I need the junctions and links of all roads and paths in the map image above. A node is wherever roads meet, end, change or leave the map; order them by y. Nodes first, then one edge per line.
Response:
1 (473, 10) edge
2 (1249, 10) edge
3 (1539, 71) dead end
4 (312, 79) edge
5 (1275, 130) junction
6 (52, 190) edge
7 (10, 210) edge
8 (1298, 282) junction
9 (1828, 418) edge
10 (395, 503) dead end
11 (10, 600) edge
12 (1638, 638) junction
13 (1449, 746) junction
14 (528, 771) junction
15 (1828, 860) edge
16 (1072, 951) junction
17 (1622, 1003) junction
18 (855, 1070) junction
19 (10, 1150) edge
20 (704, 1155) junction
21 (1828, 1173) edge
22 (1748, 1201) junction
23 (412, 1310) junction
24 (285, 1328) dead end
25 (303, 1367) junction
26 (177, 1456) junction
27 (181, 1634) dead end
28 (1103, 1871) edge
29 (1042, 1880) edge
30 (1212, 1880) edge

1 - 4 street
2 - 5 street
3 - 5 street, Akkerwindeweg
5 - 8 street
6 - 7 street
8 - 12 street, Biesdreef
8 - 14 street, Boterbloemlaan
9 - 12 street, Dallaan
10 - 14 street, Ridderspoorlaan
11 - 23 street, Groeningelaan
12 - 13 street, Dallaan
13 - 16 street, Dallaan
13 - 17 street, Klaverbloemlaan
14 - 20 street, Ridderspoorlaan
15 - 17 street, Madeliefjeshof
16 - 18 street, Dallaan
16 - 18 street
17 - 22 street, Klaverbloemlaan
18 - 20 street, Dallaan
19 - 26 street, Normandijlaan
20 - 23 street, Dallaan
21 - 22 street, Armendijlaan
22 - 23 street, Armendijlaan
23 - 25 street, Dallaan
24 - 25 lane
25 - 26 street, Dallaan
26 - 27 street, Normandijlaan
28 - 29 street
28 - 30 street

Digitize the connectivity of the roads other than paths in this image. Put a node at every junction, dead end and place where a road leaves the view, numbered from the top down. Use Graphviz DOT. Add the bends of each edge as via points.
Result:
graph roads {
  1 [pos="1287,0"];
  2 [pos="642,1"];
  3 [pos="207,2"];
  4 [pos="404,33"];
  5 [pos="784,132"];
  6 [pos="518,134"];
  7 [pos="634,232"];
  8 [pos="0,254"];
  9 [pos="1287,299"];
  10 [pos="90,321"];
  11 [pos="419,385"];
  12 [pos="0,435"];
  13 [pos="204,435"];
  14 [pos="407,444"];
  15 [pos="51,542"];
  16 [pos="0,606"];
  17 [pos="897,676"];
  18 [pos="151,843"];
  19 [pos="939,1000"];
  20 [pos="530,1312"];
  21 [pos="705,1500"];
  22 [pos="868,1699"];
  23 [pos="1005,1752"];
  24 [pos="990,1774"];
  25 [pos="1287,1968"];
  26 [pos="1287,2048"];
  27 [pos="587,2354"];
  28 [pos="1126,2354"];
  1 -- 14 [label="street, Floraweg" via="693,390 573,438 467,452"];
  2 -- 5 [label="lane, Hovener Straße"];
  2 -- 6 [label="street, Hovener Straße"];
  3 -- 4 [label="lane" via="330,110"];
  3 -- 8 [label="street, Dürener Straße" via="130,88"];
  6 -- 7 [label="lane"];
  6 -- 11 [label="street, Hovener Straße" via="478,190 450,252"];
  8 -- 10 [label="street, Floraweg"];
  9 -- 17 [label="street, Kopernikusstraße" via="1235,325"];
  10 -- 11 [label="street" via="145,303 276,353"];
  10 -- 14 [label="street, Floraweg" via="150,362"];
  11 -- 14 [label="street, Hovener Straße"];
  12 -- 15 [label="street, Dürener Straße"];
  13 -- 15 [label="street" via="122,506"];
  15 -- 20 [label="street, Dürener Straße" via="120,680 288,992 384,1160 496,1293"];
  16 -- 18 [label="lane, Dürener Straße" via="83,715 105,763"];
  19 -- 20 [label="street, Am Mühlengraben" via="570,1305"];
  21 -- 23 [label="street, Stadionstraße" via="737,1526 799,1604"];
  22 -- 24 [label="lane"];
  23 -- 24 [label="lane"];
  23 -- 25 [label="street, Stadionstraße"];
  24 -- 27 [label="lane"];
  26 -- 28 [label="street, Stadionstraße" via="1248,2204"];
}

◇ ◇ ◇ ◇ ◇

[Exercise aim]
Using the material above, report each line where "Dürener" occurs.

[Task output]
  3 -- 8 [label="street, Dürener Straße" via="130,88"];
  12 -- 15 [label="street, Dürener Straße"];
  15 -- 20 [label="street, Dürener Straße" via="120,680 288,992 384,1160 496,1293"];
  16 -- 18 [label="lane, Dürener Straße" via="83,715 105,763"];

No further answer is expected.